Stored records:
-- Opening Marker --

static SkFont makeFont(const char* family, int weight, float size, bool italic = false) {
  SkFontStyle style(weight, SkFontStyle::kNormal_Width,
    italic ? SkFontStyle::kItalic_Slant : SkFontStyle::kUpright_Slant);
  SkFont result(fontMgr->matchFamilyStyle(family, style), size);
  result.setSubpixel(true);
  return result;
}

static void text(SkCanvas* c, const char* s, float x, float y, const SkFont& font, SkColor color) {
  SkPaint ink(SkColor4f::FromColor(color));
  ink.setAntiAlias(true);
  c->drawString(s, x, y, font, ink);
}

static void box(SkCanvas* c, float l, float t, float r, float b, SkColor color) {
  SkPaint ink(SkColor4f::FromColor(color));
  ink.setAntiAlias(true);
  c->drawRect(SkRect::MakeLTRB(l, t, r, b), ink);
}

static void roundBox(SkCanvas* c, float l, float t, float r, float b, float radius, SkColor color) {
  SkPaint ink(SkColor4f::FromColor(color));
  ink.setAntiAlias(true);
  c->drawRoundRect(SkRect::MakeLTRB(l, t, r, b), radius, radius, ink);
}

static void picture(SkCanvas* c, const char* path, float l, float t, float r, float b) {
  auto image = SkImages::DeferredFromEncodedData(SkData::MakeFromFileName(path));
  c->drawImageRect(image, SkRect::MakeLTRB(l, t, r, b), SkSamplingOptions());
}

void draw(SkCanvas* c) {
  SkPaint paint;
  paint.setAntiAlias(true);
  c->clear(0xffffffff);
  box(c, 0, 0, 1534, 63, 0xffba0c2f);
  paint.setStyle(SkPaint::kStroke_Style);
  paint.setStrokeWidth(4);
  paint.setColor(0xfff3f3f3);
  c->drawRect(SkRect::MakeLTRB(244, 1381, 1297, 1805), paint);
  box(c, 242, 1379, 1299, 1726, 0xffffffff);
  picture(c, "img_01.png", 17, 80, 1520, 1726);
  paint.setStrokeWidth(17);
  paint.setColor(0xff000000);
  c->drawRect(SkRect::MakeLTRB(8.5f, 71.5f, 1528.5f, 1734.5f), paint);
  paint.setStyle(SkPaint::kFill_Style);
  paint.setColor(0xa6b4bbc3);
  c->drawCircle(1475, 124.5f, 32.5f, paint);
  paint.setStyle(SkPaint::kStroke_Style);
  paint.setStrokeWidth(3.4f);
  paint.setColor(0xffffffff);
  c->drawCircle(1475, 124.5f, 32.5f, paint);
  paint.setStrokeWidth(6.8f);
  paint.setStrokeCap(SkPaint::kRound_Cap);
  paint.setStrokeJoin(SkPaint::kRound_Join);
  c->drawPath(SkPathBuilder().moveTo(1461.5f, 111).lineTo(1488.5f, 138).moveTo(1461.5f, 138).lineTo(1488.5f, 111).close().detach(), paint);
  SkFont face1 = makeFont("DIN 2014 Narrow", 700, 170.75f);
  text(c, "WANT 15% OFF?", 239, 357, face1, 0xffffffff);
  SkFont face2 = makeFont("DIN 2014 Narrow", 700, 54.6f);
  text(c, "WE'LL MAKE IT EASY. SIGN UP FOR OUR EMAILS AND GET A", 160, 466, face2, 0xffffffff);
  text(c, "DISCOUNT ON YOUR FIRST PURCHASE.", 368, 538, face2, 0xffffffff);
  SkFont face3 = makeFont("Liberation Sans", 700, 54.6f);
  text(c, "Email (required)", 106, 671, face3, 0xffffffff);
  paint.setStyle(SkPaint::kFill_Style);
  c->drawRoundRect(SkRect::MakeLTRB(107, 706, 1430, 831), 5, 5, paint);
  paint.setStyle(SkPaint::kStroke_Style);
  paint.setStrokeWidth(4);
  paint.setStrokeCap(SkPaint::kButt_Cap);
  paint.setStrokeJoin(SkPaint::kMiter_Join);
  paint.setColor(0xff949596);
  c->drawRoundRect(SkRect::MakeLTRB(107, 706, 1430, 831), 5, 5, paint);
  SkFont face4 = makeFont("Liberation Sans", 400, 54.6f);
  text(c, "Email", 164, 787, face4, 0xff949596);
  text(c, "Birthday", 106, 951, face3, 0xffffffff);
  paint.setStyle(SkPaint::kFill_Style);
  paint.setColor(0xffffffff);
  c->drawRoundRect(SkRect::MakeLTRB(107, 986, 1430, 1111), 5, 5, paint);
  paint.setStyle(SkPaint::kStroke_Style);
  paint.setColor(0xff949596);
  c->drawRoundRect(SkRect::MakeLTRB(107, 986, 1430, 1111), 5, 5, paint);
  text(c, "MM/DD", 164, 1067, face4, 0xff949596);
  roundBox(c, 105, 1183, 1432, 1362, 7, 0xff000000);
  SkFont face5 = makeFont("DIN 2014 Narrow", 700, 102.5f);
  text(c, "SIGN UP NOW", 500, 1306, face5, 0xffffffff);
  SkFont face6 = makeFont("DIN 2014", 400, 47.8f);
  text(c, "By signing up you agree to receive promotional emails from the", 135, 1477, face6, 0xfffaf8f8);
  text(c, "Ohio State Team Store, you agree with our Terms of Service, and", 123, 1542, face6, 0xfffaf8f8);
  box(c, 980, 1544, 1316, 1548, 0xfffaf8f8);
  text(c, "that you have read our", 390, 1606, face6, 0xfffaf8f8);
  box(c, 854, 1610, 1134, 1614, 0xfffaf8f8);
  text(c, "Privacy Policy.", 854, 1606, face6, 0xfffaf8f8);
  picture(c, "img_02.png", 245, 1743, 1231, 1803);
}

-- Closing Marker --

# YOUR GOAL
Pull every line containing the word "char" out of the entries above.

# RESPONSE
static SkFont makeFont(const char* family, int weight, float size, bool italic = false) {
static void text(SkCanvas* c, const char* s, float x, float y, const SkFont& font, SkColor color) {
static void picture(SkCanvas* c, const char* path, float l, float t, float r, float b) {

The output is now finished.